[[ GIVEN DATA, beginning ]]
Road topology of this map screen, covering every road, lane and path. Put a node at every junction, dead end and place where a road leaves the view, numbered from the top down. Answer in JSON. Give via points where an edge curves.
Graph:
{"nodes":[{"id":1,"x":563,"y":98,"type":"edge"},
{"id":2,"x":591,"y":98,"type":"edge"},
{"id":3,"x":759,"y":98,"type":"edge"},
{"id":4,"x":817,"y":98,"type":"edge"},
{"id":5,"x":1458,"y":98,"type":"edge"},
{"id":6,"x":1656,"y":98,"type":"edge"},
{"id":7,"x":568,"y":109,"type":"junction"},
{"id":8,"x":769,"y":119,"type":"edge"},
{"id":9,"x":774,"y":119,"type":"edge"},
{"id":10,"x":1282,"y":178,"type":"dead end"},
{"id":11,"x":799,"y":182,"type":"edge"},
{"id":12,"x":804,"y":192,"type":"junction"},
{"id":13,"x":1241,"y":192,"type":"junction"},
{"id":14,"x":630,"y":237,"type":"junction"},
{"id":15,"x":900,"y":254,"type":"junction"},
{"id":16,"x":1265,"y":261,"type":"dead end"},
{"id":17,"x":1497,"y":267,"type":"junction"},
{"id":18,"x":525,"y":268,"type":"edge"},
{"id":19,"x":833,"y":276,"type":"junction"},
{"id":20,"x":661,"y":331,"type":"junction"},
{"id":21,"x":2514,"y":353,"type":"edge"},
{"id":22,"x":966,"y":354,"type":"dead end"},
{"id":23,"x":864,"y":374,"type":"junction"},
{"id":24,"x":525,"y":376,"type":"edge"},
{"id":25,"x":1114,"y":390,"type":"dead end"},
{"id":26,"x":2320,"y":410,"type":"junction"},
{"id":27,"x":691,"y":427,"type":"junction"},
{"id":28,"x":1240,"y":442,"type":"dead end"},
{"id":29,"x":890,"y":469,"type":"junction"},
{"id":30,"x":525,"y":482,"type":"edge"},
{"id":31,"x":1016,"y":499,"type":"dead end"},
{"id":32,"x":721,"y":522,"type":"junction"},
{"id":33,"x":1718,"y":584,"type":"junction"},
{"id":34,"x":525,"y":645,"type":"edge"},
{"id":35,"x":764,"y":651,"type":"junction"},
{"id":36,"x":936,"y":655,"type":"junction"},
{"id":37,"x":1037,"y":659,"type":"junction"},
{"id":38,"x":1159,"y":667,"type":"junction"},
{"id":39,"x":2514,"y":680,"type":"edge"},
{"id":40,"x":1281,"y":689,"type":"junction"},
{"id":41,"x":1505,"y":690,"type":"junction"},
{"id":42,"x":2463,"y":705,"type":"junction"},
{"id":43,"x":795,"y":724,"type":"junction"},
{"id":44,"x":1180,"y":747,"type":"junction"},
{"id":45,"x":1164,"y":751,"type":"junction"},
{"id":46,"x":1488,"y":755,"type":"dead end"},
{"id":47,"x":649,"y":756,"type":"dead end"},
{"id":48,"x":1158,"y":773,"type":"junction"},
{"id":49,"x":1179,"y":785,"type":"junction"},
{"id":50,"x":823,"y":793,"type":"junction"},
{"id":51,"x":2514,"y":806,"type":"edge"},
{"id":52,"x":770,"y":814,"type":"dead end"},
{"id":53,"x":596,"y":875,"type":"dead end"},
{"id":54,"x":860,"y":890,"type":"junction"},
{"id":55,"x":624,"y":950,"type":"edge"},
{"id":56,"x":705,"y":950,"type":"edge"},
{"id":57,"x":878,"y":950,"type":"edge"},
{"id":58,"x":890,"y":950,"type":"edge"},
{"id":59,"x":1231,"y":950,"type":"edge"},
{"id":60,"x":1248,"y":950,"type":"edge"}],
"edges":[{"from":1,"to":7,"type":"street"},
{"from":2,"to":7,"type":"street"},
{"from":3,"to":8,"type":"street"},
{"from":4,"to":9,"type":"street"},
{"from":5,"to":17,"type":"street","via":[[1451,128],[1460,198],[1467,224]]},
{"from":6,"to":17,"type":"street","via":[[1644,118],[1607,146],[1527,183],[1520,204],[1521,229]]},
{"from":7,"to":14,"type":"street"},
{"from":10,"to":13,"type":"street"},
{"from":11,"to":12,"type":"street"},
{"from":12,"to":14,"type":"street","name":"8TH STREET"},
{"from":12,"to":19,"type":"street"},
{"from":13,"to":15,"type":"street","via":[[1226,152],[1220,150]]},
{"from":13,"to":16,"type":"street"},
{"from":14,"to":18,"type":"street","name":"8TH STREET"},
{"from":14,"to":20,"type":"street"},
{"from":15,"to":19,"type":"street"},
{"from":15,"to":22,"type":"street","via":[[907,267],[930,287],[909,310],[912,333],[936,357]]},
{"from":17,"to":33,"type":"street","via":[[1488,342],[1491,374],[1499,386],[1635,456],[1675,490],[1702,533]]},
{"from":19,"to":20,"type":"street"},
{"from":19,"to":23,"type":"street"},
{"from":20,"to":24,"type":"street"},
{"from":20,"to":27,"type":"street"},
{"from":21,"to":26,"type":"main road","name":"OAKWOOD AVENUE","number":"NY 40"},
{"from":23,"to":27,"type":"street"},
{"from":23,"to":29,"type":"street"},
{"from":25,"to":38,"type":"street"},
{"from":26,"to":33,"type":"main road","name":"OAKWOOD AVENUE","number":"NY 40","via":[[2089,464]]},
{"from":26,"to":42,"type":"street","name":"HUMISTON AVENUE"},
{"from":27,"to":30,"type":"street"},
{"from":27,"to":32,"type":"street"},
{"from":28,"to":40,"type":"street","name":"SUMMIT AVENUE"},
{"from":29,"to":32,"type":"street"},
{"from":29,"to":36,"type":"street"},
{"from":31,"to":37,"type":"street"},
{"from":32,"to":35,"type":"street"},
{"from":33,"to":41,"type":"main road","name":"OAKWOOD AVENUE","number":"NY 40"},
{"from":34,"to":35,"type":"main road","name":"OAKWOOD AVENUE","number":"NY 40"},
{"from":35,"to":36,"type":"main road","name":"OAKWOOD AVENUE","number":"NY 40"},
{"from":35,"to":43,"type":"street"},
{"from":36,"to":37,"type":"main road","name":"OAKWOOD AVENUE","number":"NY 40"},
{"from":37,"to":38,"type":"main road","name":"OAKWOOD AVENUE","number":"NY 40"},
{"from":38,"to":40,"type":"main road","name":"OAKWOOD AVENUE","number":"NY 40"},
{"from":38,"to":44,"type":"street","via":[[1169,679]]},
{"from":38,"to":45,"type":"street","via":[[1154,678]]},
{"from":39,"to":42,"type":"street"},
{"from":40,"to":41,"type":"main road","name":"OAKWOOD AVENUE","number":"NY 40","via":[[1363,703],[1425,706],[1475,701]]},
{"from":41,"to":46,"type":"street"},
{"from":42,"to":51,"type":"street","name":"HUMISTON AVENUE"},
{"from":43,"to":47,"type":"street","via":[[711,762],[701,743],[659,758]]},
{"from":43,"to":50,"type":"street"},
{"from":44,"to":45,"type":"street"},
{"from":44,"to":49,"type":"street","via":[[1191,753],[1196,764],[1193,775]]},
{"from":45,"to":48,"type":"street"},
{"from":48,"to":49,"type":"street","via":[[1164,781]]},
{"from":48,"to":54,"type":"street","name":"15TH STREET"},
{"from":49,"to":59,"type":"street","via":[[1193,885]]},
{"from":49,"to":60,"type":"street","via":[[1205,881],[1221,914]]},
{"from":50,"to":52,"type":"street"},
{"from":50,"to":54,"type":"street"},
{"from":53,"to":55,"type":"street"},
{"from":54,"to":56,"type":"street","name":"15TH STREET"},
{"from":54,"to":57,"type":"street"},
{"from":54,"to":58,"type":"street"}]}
[[ GIVEN DATA, end ]]
PROBLEM DETAILS:
Output each line of the material exactly, keeping every word as it appears.

SOLUTION FOR THIS TASK:
Road topology of this map screen, covering every road, lane and path. Put a node at every junction, dead end and place where a road leaves the view, numbered from the top down. Answer in JSON. Give via points where an edge curves.
Graph:
{"nodes":[{"id":1,"x":563,"y":98,"type":"edge"},
{"id":2,"x":591,"y":98,"type":"edge"},
{"id":3,"x":759,"y":98,"type":"edge"},
{"id":4,"x":817,"y":98,"type":"edge"},
{"id":5,"x":1458,"y":98,"type":"edge"},
{"id":6,"x":1656,"y":98,"type":"edge"},
{"id":7,"x":568,"y":109,"type":"junction"},
{"id":8,"x":769,"y":119,"type":"edge"},
{"id":9,"x":774,"y":119,"type":"edge"},
{"id":10,"x":1282,"y":178,"type":"dead end"},
{"id":11,"x":799,"y":182,"type":"edge"},
{"id":12,"x":804,"y":192,"type":"junction"},
{"id":13,"x":1241,"y":192,"type":"junction"},
{"id":14,"x":630,"y":237,"type":"junction"},
{"id":15,"x":900,"y":254,"type":"junction"},
{"id":16,"x":1265,"y":261,"type":"dead end"},
{"id":17,"x":1497,"y":267,"type":"junction"},
{"id":18,"x":525,"y":268,"type":"edge"},
{"id":19,"x":833,"y":276,"type":"junction"},
{"id":20,"x":661,"y":331,"type":"junction"},
{"id":21,"x":2514,"y":353,"type":"edge"},
{"id":22,"x":966,"y":354,"type":"dead end"},
{"id":23,"x":864,"y":374,"type":"junction"},
{"id":24,"x":525,"y":376,"type":"edge"},
{"id":25,"x":1114,"y":390,"type":"dead end"},
{"id":26,"x":2320,"y":410,"type":"junction"},
{"id":27,"x":691,"y":427,"type":"junction"},
{"id":28,"x":1240,"y":442,"type":"dead end"},
{"id":29,"x":890,"y":469,"type":"junction"},
{"id":30,"x":525,"y":482,"type":"edge"},
{"id":31,"x":1016,"y":499,"type":"dead end"},
{"id":32,"x":721,"y":522,"type":"junction"},
{"id":33,"x":1718,"y":584,"type":"junction"},
{"id":34,"x":525,"y":645,"type":"edge"},
{"id":35,"x":764,"y":651,"type":"junction"},
{"id":36,"x":936,"y":655,"type":"junction"},
{"id":37,"x":1037,"y":659,"type":"junction"},
{"id":38,"x":1159,"y":667,"type":"junction"},
{"id":39,"x":2514,"y":680,"type":"edge"},
{"id":40,"x":1281,"y":689,"type":"junction"},
{"id":41,"x":1505,"y":690,"type":"junction"},
{"id":42,"x":2463,"y":705,"type":"junction"},
{"id":43,"x":795,"y":724,"type":"junction"},
{"id":44,"x":1180,"y":747,"type":"junction"},
{"id":45,"x":1164,"y":751,"type":"junction"},
{"id":46,"x":1488,"y":755,"type":"dead end"},
{"id":47,"x":649,"y":756,"type":"dead end"},
{"id":48,"x":1158,"y":773,"type":"junction"},
{"id":49,"x":1179,"y":785,"type":"junction"},
{"id":50,"x":823,"y":793,"type":"junction"},
{"id":51,"x":2514,"y":806,"type":"edge"},
{"id":52,"x":770,"y":814,"type":"dead end"},
{"id":53,"x":596,"y":875,"type":"dead end"},
{"id":54,"x":860,"y":890,"type":"junction"},
{"id":55,"x":624,"y":950,"type":"edge"},
{"id":56,"x":705,"y":950,"type":"edge"},
{"id":57,"x":878,"y":950,"type":"edge"},
{"id":58,"x":890,"y":950,"type":"edge"},
{"id":59,"x":1231,"y":950,"type":"edge"},
{"id":60,"x":1248,"y":950,"type":"edge"}],
"edges":[{"from":1,"to":7,"type":"street"},
{"from":2,"to":7,"type":"street"},
{"from":3,"to":8,"type":"street"},
{"from":4,"to":9,"type":"street"},
{"from":5,"to":17,"type":"street","via":[[1451,128],[1460,198],[1467,224]]},
{"from":6,"to":17,"type":"street","via":[[1644,118],[1607,146],[1527,183],[1520,204],[1521,229]]},
{"from":7,"to":14,"type":"street"},
{"from":10,"to":13,"type":"street"},
{"from":11,"to":12,"type":"street"},
{"from":12,"to":14,"type":"street","name":"8TH STREET"},
{"from":12,"to":19,"type":"street"},
{"from":13,"to":15,"type":"street","via":[[1226,152],[1220,150]]},
{"from":13,"to":16,"type":"street"},
{"from":14,"to":18,"type":"street","name":"8TH STREET"},
{"from":14,"to":20,"type":"street"},
{"from":15,"to":19,"type":"street"},
{"from":15,"to":22,"type":"street","via":[[907,267],[930,287],[909,310],[912,333],[936,357]]},
{"from":17,"to":33,"type":"street","via":[[1488,342],[1491,374],[1499,386],[1635,456],[1675,490],[1702,533]]},
{"from":19,"to":20,"type":"street"},
{"from":19,"to":23,"type":"street"},
{"from":20,"to":24,"type":"street"},
{"from":20,"to":27,"type":"street"},
{"from":21,"to":26,"type":"main road","name":"OAKWOOD AVENUE","number":"NY 40"},
{"from":23,"to":27,"type":"street"},
{"from":23,"to":29,"type":"street"},
{"from":25,"to":38,"type":"street"},
{"from":26,"to":33,"type":"main road","name":"OAKWOOD AVENUE","number":"NY 40","via":[[2089,464]]},
{"from":26,"to":42,"type":"street","name":"HUMISTON AVENUE"},
{"from":27,"to":30,"type":"street"},
{"from":27,"to":32,"type":"street"},
{"from":28,"to":40,"type":"street","name":"SUMMIT AVENUE"},
{"from":29,"to":32,"type":"street"},
{"from":29,"to":36,"type":"street"},
{"from":31,"to":37,"type":"street"},
{"from":32,"to":35,"type":"street"},
{"from":33,"to":41,"type":"main road","name":"OAKWOOD AVENUE","number":"NY 40"},
{"from":34,"to":35,"type":"main road","name":"OAKWOOD AVENUE","number":"NY 40"},
{"from":35,"to":36,"type":"main road","name":"OAKWOOD AVENUE","number":"NY 40"},
{"from":35,"to":43,"type":"street"},
{"from":36,"to":37,"type":"main road","name":"OAKWOOD AVENUE","number":"NY 40"},
{"from":37,"to":38,"type":"main road","name":"OAKWOOD AVENUE","number":"NY 40"},
{"from":38,"to":40,"type":"main road","name":"OAKWOOD AVENUE","number":"NY 40"},
{"from":38,"to":44,"type":"street","via":[[1169,679]]},
{"from":38,"to":45,"type":"street","via":[[1154,678]]},
{"from":39,"to":42,"type":"street"},
{"from":40,"to":41,"type":"main road","name":"OAKWOOD AVENUE","number":"NY 40","via":[[1363,703],[1425,706],[1475,701]]},
{"from":41,"to":46,"type":"street"},
{"from":42,"to":51,"type":"street","name":"HUMISTON AVENUE"},
{"from":43,"to":47,"type":"street","via":[[711,762],[701,743],[659,758]]},
{"from":43,"to":50,"type":"street"},
{"from":44,"to":45,"type":"street"},
{"from":44,"to":49,"type":"street","via":[[1191,753],[1196,764],[1193,775]]},
{"from":45,"to":48,"type":"street"},
{"from":48,"to":49,"type":"street","via":[[1164,781]]},
{"from":48,"to":54,"type":"street","name":"15TH STREET"},
{"from":49,"to":59,"type":"street","via":[[1193,885]]},
{"from":49,"to":60,"type":"street","via":[[1205,881],[1221,914]]},
{"from":50,"to":52,"type":"street"},
{"from":50,"to":54,"type":"street"},
{"from":53,"to":55,"type":"street"},
{"from":54,"to":56,"type":"street","name":"15TH STREET"},
{"from":54,"to":57,"type":"street"},
{"from":54,"to":58,"type":"street"}]}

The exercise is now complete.